Telefonum yanımda yoktu etrafa baktım en sonunda yukarıda bıraktığımı hatırladım. Topraka doğru "telefonum üst katta kalmış ben alıp geliyorum" dedim o da "tamam çabuk gel" yok yavaş gelicem alla alla. Üst kata çıkıp yatin demirlerine yaslanıp telpfonumu elime aldım. Hilayda dan mesaj geldiğini gördüm en yakın arkadaşımdi kaç gündür gorusemiyorduk. sonra sinem geldi yanıma "parti günü seni uyarmami ciddiye almadın demek?" Dedi ya bıktım bu kızdan sülük gibi yapıştı "sinem sana göre hareket etmiyorum üslubuna dikkat et artık" dedim Sinem de sahte bir gülüşle "sana, ne diyorsam onu yapmak zorundasın anladın mı topraktan uzak dur. Zaten onun takılacağı kızlardan değilsin, olamazsın" deyip beni baştan aşağıya süzdü "hadi ya? Dediklerini yapmıyorum ne yapacaksın?" Dedim o da parmağıyla omzumu ittirdi "dediğimi yapicaksin küçük ezik" dedi ne diyor bu kaşar ya. Bende onu elimle omzunu ittirdim "kimmiş ezik göstereyim sana" dedim o da çok sinirlenmis gibiydi birbirimizi itmeye başladık ve en sonunda beni bir itti. Denize düşmemek için ondan tutundum ama o da benle beraber lop diye denize düştü ama ben yüzme bilmiyordum resmen denizde boğuluyordum, kurtulmaya çalışıyorum ama basaramiyordum. Bir anda iki kol beni kendine doğru cekip denizden yükseğe çıkmamı sağladı bende ona korkudan sıkıca sarılıyordum kısa kısa nefesler veriyordum kalbim hızlı çarpıyordu çok korkmuştum beni kurtaran topraktı elleri belimdeydi ve yüzlerimiz çok yakındı nefeslerimiz birbirine karışıyordu "beni bırakma sakın" dedim hala korkuyordum "seni hiç bırakmam" dedi
Yavaş yavaş yat a ilerlemistik yatin odasına götürdü toprak beni bikax kiyafet verdi ve ben giydikten sonra odaya toprak da girdi "bana neler olduğunu anlat" dedi ben hala sinirliydim en çok da toprağa arjadas bile değildik ve su an düştüğüm hallere bak "anlaticak bişey yok eve götür beni" cidden biraz daha burada kalmak istemiyordum sinemi bidaha hiç görmek istemiyordum ama o da benimle denize düştü ya içimin yağları eridi ama o gerçi yüzme biliyordu olan gene bana oluyor her defasında "neden düştünüz denize?" Ayağa kalktım o da benimle kalktı ayağa "eski sevgilinle halletmen gereken sorunları hallet yoksa her defasında tehtidlerine maruz kalıyorum ki bu can sıkmaya başladı bu oyunlarına beni de alet ediyorsun. Onu kiskandirmak yerine git düzgünce konus" dedim o da şaşırmış gibiydı "mina onunla aramda bişey yok olmazsa.

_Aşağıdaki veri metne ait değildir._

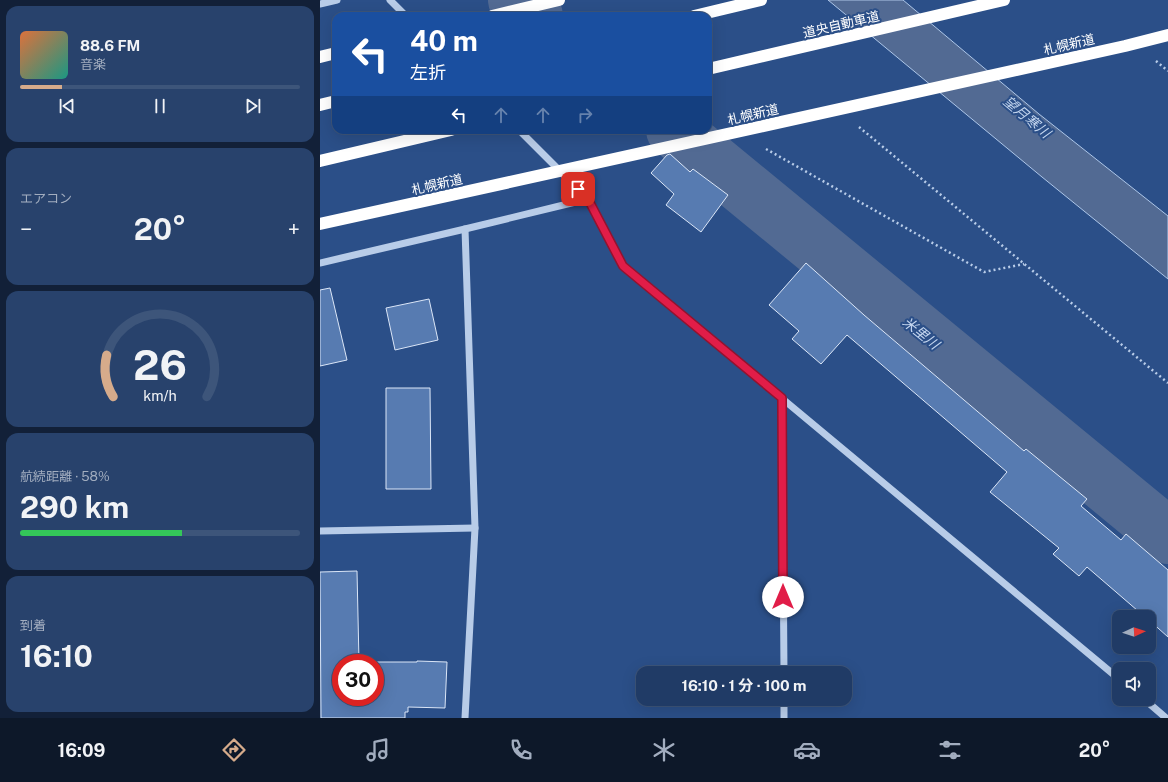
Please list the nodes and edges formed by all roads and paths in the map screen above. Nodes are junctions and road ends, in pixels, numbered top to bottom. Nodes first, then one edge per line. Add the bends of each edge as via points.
1 (338, 0) edge
2 (390, 0) edge
3 (559, 0) edge
4 (761, 0) edge
5 (1004, 0) edge
6 (320, 4) edge
7 (402, 12) edge
8 (509, 12) edge
9 (711, 12) edge
10 (1168, 35) edge
11 (332, 54) edge
12 (320, 57) edge
13 (1151, 57) dead end
14 (712, 68) edge
15 (1168, 71) edge
16 (332, 102) edge
17 (320, 105) edge
18 (858, 126) dead end
19 (434, 134) edge
20 (523, 134) edge
21 (761, 146) dead end
22 (320, 161) edge
23 (588, 199) junction
24 (320, 224) edge
25 (465, 229) junction
26 (320, 263) edge
27 (1024, 264) junction
28 (1168, 383) edge
29 (782, 398) junction
30 (475, 528) junction
31 (320, 531) edge
32 (784, 666) edge
33 (1112, 673) edge
34 (784, 706) edge
35 (1152, 706) edge
36 (465, 718) edge
37 (784, 718) edge
38 (1166, 718) edge

1 - 6 street
2 - 7 street
3 - 8 highway
4 - 9 highway, bridge
5 - 14 highway, 道央自動車道, bridge
10 - 24 highway, 札幌新道, bridge
11 - 12 highway
13 - 15 path
16 - 17 highway
18 - 27 path
19 - 22 highway
20 - 23 street
21 - 27 path via 984,272
23 - 25 street
23 - 29 street via 623,266
25 - 26 street
25 - 30 street
27 - 28 path
29 - 32 street
29 - 33 street
30 - 31 street
30 - 36 street
34 - 37 street
35 - 38 street

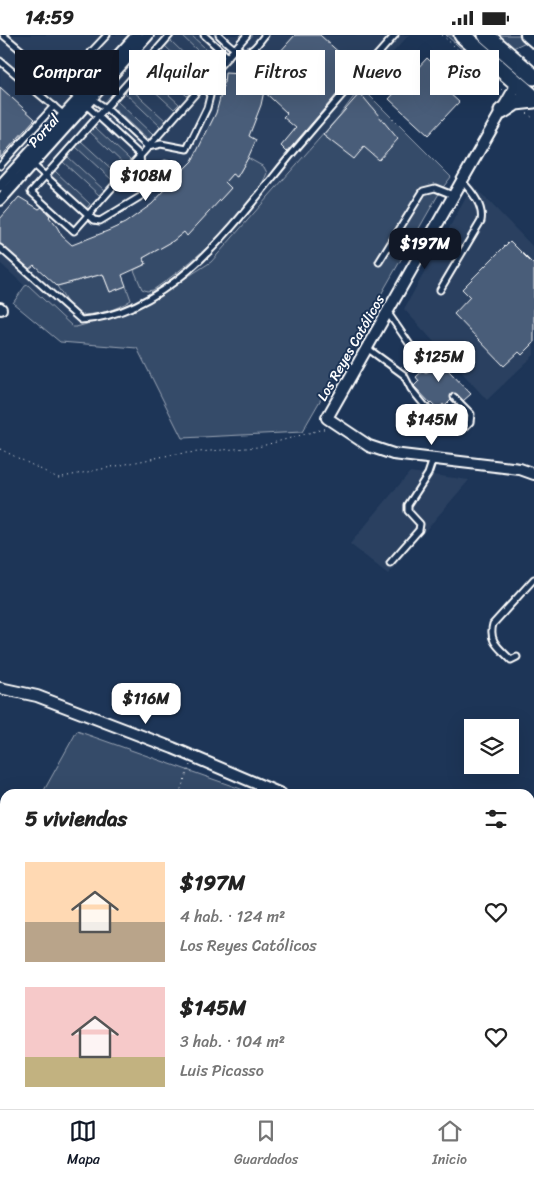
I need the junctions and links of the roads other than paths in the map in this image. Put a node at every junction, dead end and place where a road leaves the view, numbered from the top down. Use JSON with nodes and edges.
{"nodes":[{"id":1,"x":3,"y":35,"type":"edge"},
{"id":2,"x":107,"y":35,"type":"edge"},
{"id":3,"x":137,"y":35,"type":"edge"},
{"id":4,"x":148,"y":35,"type":"edge"},
{"id":5,"x":170,"y":35,"type":"edge"},
{"id":6,"x":204,"y":35,"type":"edge"},
{"id":7,"x":219,"y":35,"type":"edge"},
{"id":8,"x":247,"y":35,"type":"edge"},
{"id":9,"x":265,"y":35,"type":"edge"},
{"id":10,"x":395,"y":35,"type":"edge"},
{"id":11,"x":462,"y":35,"type":"edge"},
{"id":12,"x":486,"y":35,"type":"edge"},
{"id":13,"x":526,"y":35,"type":"edge"},
{"id":14,"x":534,"y":42,"type":"edge"},
{"id":15,"x":234,"y":49,"type":"junction"},
{"id":16,"x":94,"y":50,"type":"edge"},
{"id":17,"x":228,"y":57,"type":"joint"},
{"id":18,"x":512,"y":58,"type":"junction"},
{"id":19,"x":0,"y":61,"type":"edge"},
{"id":20,"x":531,"y":71,"type":"edge"},
{"id":21,"x":515,"y":94,"type":"junction"},
{"id":22,"x":194,"y":95,"type":"edge"},
{"id":23,"x":210,"y":95,"type":"edge"},
{"id":24,"x":85,"y":99,"type":"junction"},
{"id":25,"x":534,"y":99,"type":"edge"},
{"id":26,"x":54,"y":106,"type":"junction"},
{"id":27,"x":106,"y":109,"type":"junction"},
{"id":28,"x":502,"y":111,"type":"joint"},
{"id":29,"x":64,"y":115,"type":"junction"},
{"id":30,"x":98,"y":117,"type":"junction"},
{"id":31,"x":148,"y":147,"type":"junction"},
{"id":32,"x":140,"y":155,"type":"junction"},
{"id":33,"x":29,"y":161,"type":"junction"},
{"id":34,"x":0,"y":166,"type":"edge"},
{"id":35,"x":45,"y":177,"type":"junction"},
{"id":36,"x":462,"y":181,"type":"junction"},
{"id":37,"x":0,"y":186,"type":"edge"},
{"id":38,"x":454,"y":195,"type":"junction"},
{"id":39,"x":0,"y":200,"type":"edge"},
{"id":40,"x":87,"y":215,"type":"junction"},
{"id":41,"x":0,"y":248,"type":"edge"},
{"id":42,"x":379,"y":262,"type":"dead end"},
{"id":43,"x":440,"y":290,"type":"dead end"},
{"id":44,"x":387,"y":312,"type":"junction"},
{"id":45,"x":367,"y":348,"type":"junction"},
{"id":46,"x":426,"y":367,"type":"dead end"},
{"id":47,"x":454,"y":397,"type":"dead end"},
{"id":48,"x":433,"y":458,"type":"junction"},
{"id":49,"x":534,"y":474,"type":"edge"},
{"id":50,"x":390,"y":563,"type":"dead end"},
{"id":51,"x":534,"y":579,"type":"edge"},
{"id":52,"x":517,"y":657,"type":"dead end"},
{"id":53,"x":0,"y":688,"type":"edge"},
{"id":54,"x":269,"y":789,"type":"edge"}],
"edges":[{"from":1,"to":24,"type":"lane"},
{"from":2,"to":16,"type":"lane"},
{"from":3,"to":24,"type":"street","name":"Portal"},
{"from":4,"to":24,"type":"street","name":"Portal"},
{"from":5,"to":27,"type":"lane"},
{"from":6,"to":17,"type":"lane"},
{"from":7,"to":15,"type":"lane"},
{"from":8,"to":15,"type":"lane"},
{"from":9,"to":15,"type":"lane"},
{"from":10,"to":41,"type":"lane"},
{"from":11,"to":21,"type":"main road"},
{"from":12,"to":18,"type":"main road"},
{"from":13,"to":14,"type":"street"},
{"from":15,"to":17,"type":"lane"},
{"from":18,"to":20,"type":"main road"},
{"from":18,"to":21,"type":"main road"},
{"from":19,"to":26,"type":"lane"},
{"from":20,"to":21,"type":"main road"},
{"from":21,"to":25,"type":"main road"},
{"from":21,"to":28,"type":"main road"},
{"from":22,"to":31,"type":"lane"},
{"from":23,"to":31,"type":"lane"},
{"from":24,"to":27,"type":"lane"},
{"from":24,"to":29,"type":"street","name":"Portal"},
{"from":24,"to":30,"type":"lane"},
{"from":24,"to":33,"type":"street","name":"Portal"},
{"from":26,"to":29,"type":"lane"},
{"from":26,"to":34,"type":"lane"},
{"from":27,"to":30,"type":"lane"},
{"from":27,"to":31,"type":"lane"},
{"from":28,"to":36,"type":"street","name":"Los Reyes Católicos"},
{"from":29,"to":33,"type":"street","name":"Portal"},
{"from":30,"to":32,"type":"lane"},
{"from":30,"to":35,"type":"lane"},
{"from":31,"to":32,"type":"lane"},
{"from":32,"to":40,"type":"lane"},
{"from":32,"to":40,"type":"lane"},
{"from":33,"to":35,"type":"lane"},
{"from":33,"to":37,"type":"street","name":"Portal"},
{"from":33,"to":39,"type":"street","name":"Portal"},
{"from":35,"to":40,"type":"lane"},
{"from":35,"to":40,"type":"lane"},
{"from":36,"to":38,"type":"street","name":"Los Reyes Católicos"},
{"from":36,"to":43,"type":"lane"},
{"from":38,"to":42,"type":"lane"},
{"from":38,"to":44,"type":"street","name":"Los Reyes Católicos"},
{"from":44,"to":45,"type":"street","name":"Los Reyes Católicos"},
{"from":44,"to":46,"type":"lane"},
{"from":45,"to":47,"type":"lane"},
{"from":45,"to":48,"type":"street","name":"Los Reyes Católicos"},
{"from":48,"to":49,"type":"street"},
{"from":48,"to":50,"type":"lane"},
{"from":51,"to":52,"type":"lane"},
{"from":53,"to":54,"type":"street"}]}
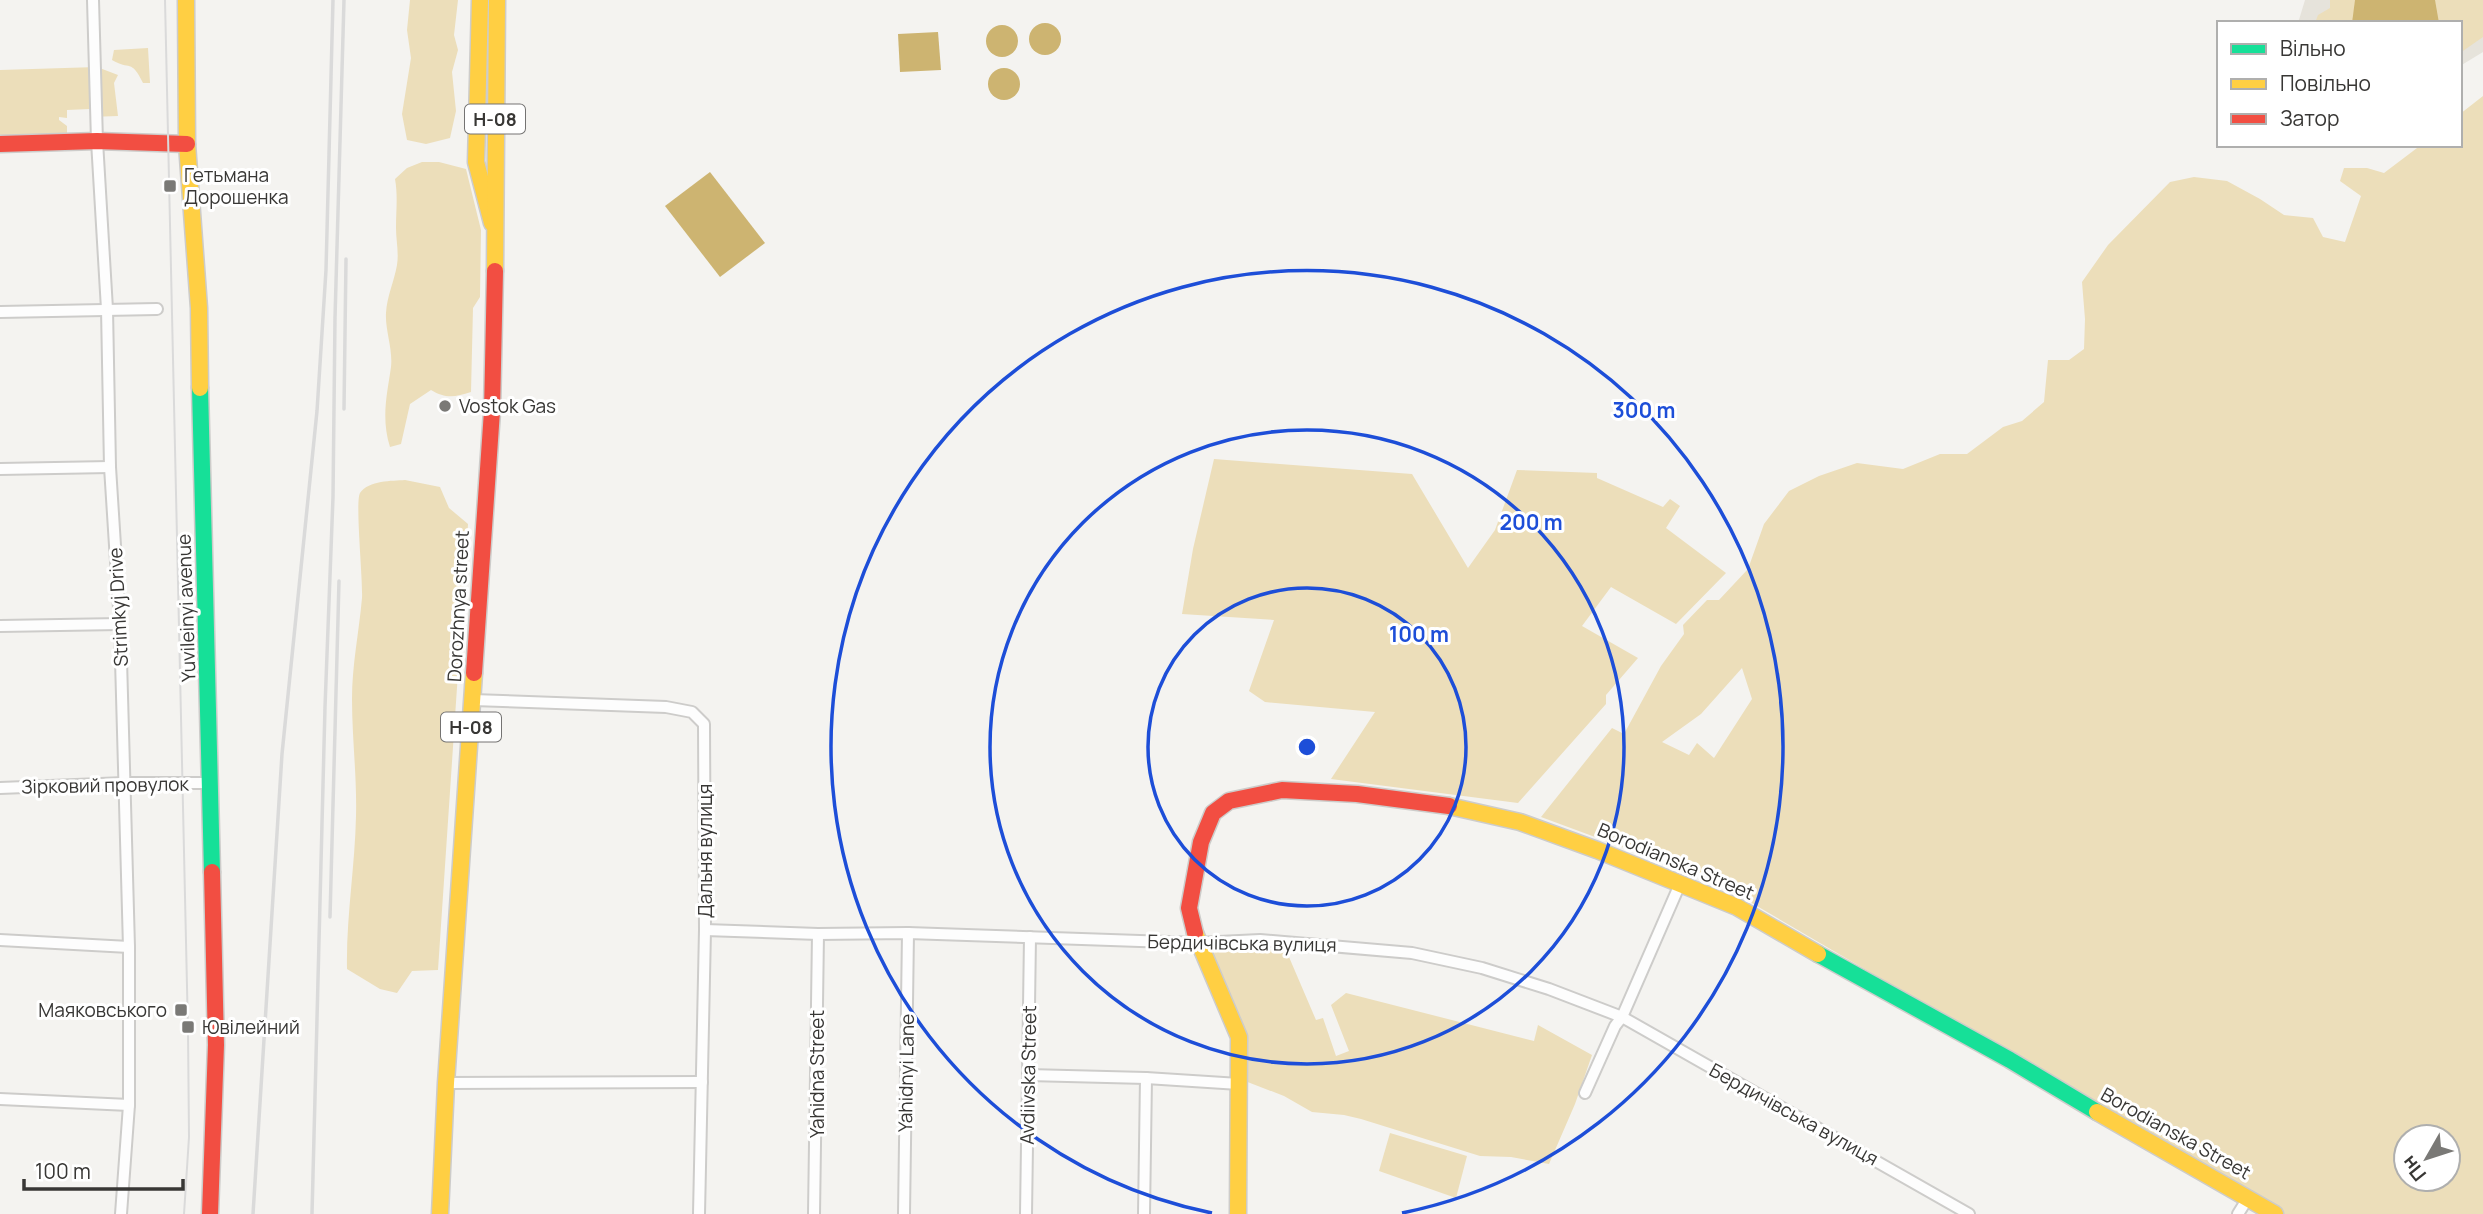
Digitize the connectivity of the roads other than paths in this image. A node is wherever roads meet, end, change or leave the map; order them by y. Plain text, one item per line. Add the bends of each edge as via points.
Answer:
1 (93, 0) edge
2 (186, 0) edge
3 (480, 0) edge
4 (497, 0) edge
5 (97, 141) junction
6 (0, 144) edge
7 (187, 144) junction
8 (496, 239) junction
9 (107, 309) junction
10 (157, 309) dead end
11 (0, 312) edge
12 (110, 467) junction
13 (0, 469) edge
14 (120, 625) junction
15 (0, 626) edge
16 (473, 700) junction
17 (125, 783) junction
18 (210, 783) junction
19 (0, 788) edge
20 (1679, 884) junction
21 (705, 930) junction
22 (908, 933) junction
23 (818, 934) junction
24 (1030, 937) junction
25 (0, 940) edge
26 (1198, 943) junction
27 (129, 947) junction
28 (1622, 1017) junction
29 (1028, 1075) junction
30 (1146, 1078) junction
31 (702, 1082) junction
32 (446, 1083) junction
33 (1240, 1084) junction
34 (1584, 1093) dead end
35 (0, 1099) edge
36 (129, 1105) junction
37 (2248, 1198) junction
38 (121, 1214) edge
39 (210, 1214) edge
40 (440, 1214) edge
41 (699, 1214) edge
42 (814, 1214) edge
43 (904, 1214) edge
44 (1026, 1214) edge
45 (1144, 1214) edge
46 (1238, 1214) edge
47 (1969, 1214) edge
48 (2238, 1214) edge
49 (2274, 1214) edge

1 - 5 street, Strimkyj Drive
2 - 7 main road, Yuvileinyi avenue
3 - 8 main road via 476,162
4 - 8 main road, Dorozhnya street / Н-08
5 - 6 main road
5 - 7 main road
5 - 9 street, Strimkyj Drive
7 - 18 main road, Yuvileinyi avenue via 199,308
8 - 16 main road, Dorozhnya street / Н-08 via 492,411
9 - 10 street
9 - 11 street
9 - 12 street, Strimkyj Drive
12 - 13 street
12 - 14 street, Strimkyj Drive
14 - 15 street
14 - 17 street, Strimkyj Drive
16 - 21 street, Дальня вулиця via 666,707 699,717 704,724
16 - 32 main road, Dorozhnya street / Н-08
17 - 18 street, Зірковий провулок
17 - 19 street, Зірковий провулок
17 - 27 street, Strimkyj Drive
18 - 39 main road, Yuvileinyi avenue via 216,1045
20 - 26 main road, Borodianska Street via 1520,822 1357,793 1282,790 1229,801 1206,825 1189,908
20 - 28 street
20 - 37 main road, Borodianska Street via 1737,907
21 - 23 street, Бердичівська вулиця
21 - 31 street, Дальня вулиця
22 - 23 street, Бердичівська вулиця
22 - 24 street, Бердичівська вулиця
22 - 43 street, Yahidnyi Lane
23 - 42 street, Yahidna Street
24 - 26 street, Бердичівська вулиця
24 - 29 street, Avdiivska Street
25 - 27 street
26 - 28 street, Бердичівська вулиця via 1260,940 1412,953 1482,968
26 - 33 main road, Borodianska Street via 1239,1037
27 - 36 street, Strimkyj Drive
28 - 34 street
28 - 47 street, Бердичівська вулиця
29 - 30 street
29 - 44 street, Avdiivska Street
30 - 33 street
30 - 45 street
31 - 32 street
31 - 41 street, Дальня вулиця
32 - 40 main road, Dorozhnya street / Н-08
33 - 46 main road, Borodianska Street
35 - 36 street
36 - 38 street, Strimkyj Drive
37 - 48 street
37 - 49 main road, Borodianska Street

Eski olanlar beni ilgilendirmiyor hatırlamıyorum" dedi "o zaman neden sen ondan hoslaniyormuşsun gibi anlatıyor bana?" Dedim. o da "unutamadı sanırım" dedi ve bir adım yanıma yaklaşıp ellerini koluma koydu "onu ciddiye almıyorum bile" dedi gerçekten de öyleydi sinemle aralarında sohbet bile hiç olmamıştı. "Bana açıklama yapmak zorunda değilsin sadece eve gitmek istiyorum" dedim toprakin ciddi ciddf açıklama yapacağını beklemiştim. "Tamam gidelim" dedi yatı kıyıya yaklaştırıp digerlerine veda edip ayrıldık. Sinemi hiç görmemiştim görmekte istemezdim zaten. Arabadaydik kimse konuşmuyordu. Sessizliği bozan toprak oldu "kolyen evimde duruyor. Evime uğrayıp alalım sonra seni evine götürürüm." Dedi ne yani ben evine mi gidecektim ama gerçi o benim evime girip çıkıyordu yol geçen hanı gibi kolye değerli olmasa kabul etmezdim de reddetsem bile beni dinlemezdi o yüzden kafa sallayıp geçtim.